NO ain’t new. Chemists have been probing the role of nitric oxide in human physiology for half a century, and have discovered that it is released endogenously—by the body itself—in small quantities. It’s a veritable Swiss Army knife of vital tools, yet it’s still smaller than a molecule of oxygen.

It’s a neurotransmitter. It releases neurotransmitters. It’s necessary for memory and learning. It helps modulate digestion, respiration, and almost everything in between.

These myriad roles arise from nitric oxide’s capability as a vasorelaxant—sort of a massage therapist for cells. The walls of healthy arteries release nitric oxide, which relaxes the surrounding muscle. This can help open blood vessels to vital blood flow, regulating blood pressure and flow all over the body.
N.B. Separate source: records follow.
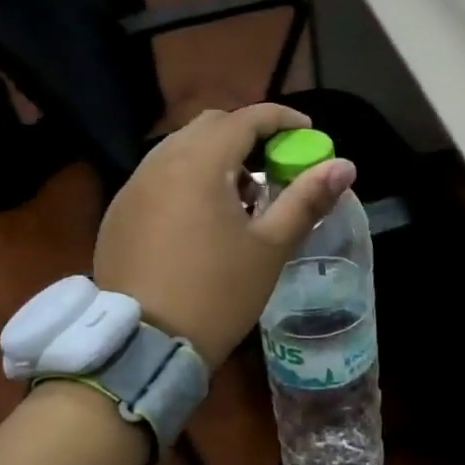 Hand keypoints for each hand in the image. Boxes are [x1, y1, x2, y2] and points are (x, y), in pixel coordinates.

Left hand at [93, 104, 355, 368]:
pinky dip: (189, 179)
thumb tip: (345, 166)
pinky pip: (160, 176)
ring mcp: (133, 187)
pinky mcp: (119, 213)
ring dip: (217, 158)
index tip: (308, 134)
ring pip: (181, 150)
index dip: (282, 119)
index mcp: (199, 164)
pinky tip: (205, 220)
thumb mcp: (270, 247)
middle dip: (248, 135)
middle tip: (276, 166)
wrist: (145, 345)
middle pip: (210, 126)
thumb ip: (307, 199)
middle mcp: (159, 163)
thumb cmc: (218, 293)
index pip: (245, 119)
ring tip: (244, 198) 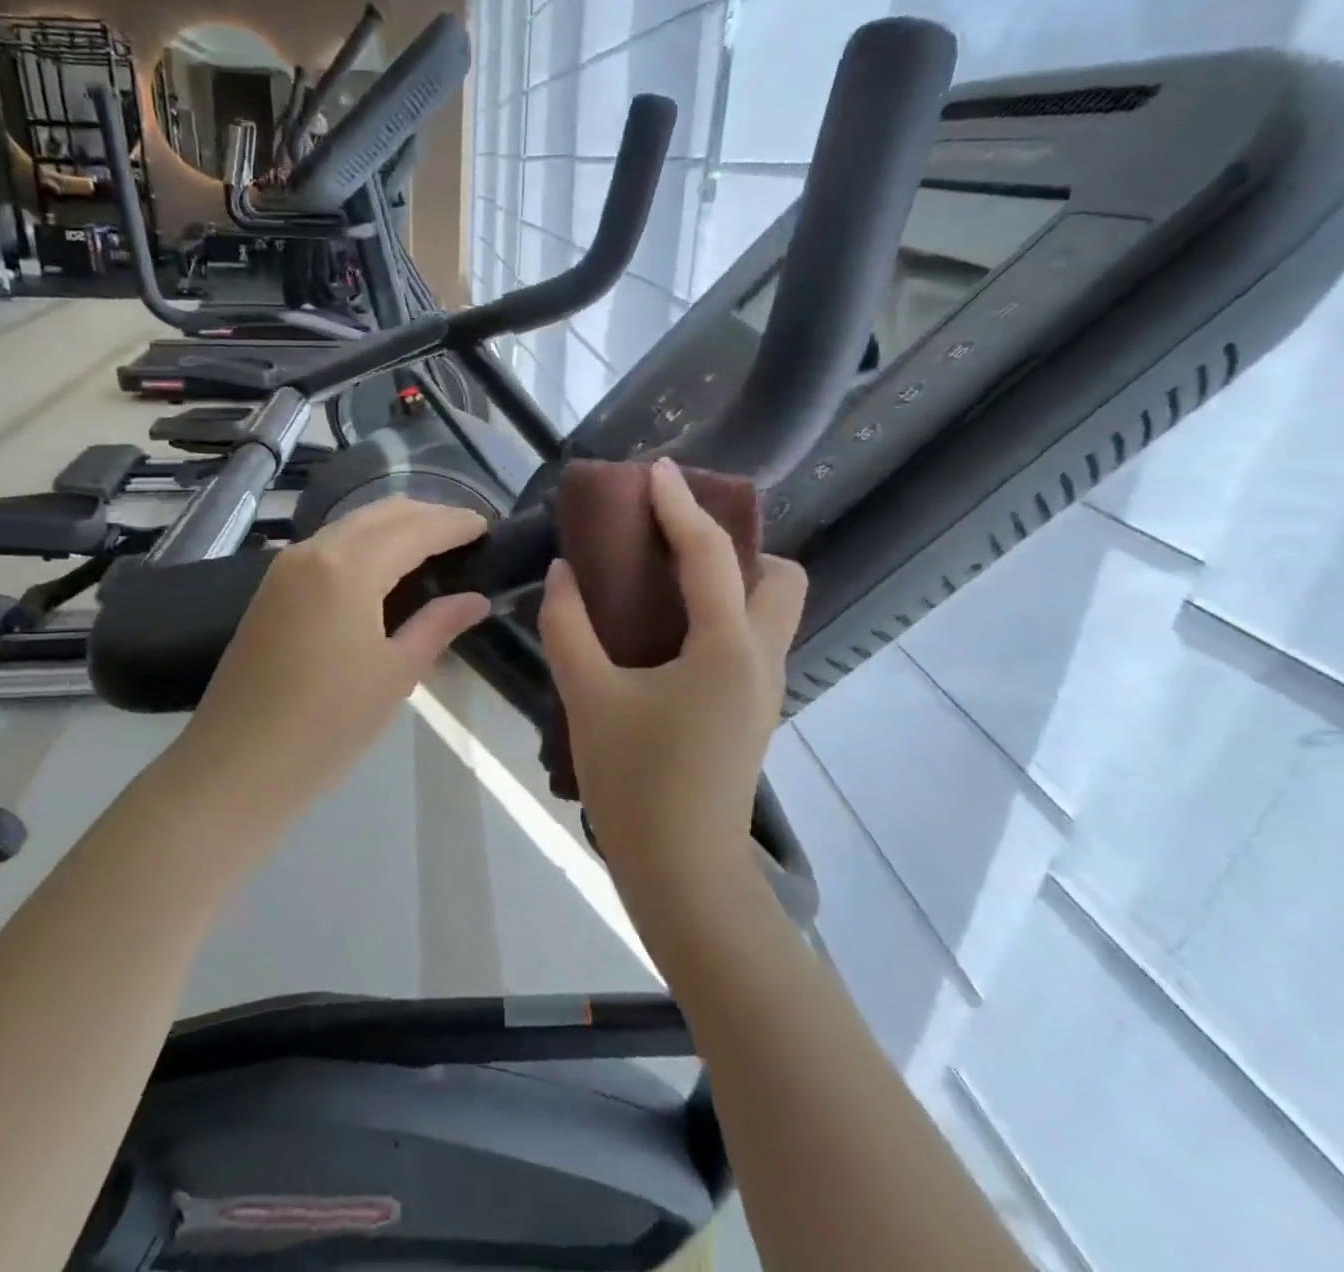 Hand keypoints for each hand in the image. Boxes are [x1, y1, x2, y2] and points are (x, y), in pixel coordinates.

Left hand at [173, 498, 490, 809]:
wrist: (236, 766)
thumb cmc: (327, 725)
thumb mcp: (395, 675)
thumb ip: (438, 625)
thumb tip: (476, 599)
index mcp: (348, 568)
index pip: (415, 529)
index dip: (455, 524)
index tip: (488, 525)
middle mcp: (314, 551)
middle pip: (381, 514)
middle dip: (427, 515)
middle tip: (466, 534)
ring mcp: (285, 567)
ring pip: (351, 525)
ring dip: (394, 526)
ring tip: (432, 545)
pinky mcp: (271, 588)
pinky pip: (328, 546)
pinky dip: (364, 543)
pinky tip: (384, 566)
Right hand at [538, 457, 807, 888]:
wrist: (683, 873)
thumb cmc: (636, 781)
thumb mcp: (588, 696)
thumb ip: (568, 626)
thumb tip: (563, 573)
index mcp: (727, 646)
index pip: (710, 553)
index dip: (680, 505)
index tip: (656, 470)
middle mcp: (761, 658)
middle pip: (780, 577)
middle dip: (736, 546)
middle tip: (674, 545)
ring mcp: (764, 687)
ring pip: (771, 610)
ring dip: (732, 580)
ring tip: (666, 581)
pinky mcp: (753, 710)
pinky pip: (751, 638)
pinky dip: (722, 614)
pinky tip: (668, 631)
Too little nitric oxide can result in platelet adhesion and blood clotting, while too much could potentially cause incessant bleeding.

This relaxation property is likewise responsible for elevated NO levels in the uterine walls of full-term pregnant women; the NO helps thwart premature contractions. In men, NO promotes the blood flow that enables intercourse.

Scores of people have benefited from the relaxing quality of externally delivered NO, too. Nitroglycerine, essentially a deluge of nitric oxide, opens blocked arteries and, by allowing blood flow, has saved the lives of millions of heart-attack patients.

NO also promotes wound healing and kills bacteria and fungi. Genetically mutated mice lacking NO synthase, the enzyme that triggers NO production, have wounds that just don’t heal. No enzyme, no NO, no healing. This is because NO mediates multiple processes in the wound-healing cascade—“re-epithelialization, wound closure, tissue granulation, tissue remodeling, and scar-tissue prevention,” says Nathan Stasko, a fifth-year graduate student at UNC who has studied nitric oxide-based analgesics.

Wound healing can be further impeded by bacterial and fungal growth, so not only is NO necessary for repair itself, but also preventing the bacterial colonization that can encumber any one of the components of the cascade. “So if you treat the bacteria,” Stasko says, “you heal the wound.”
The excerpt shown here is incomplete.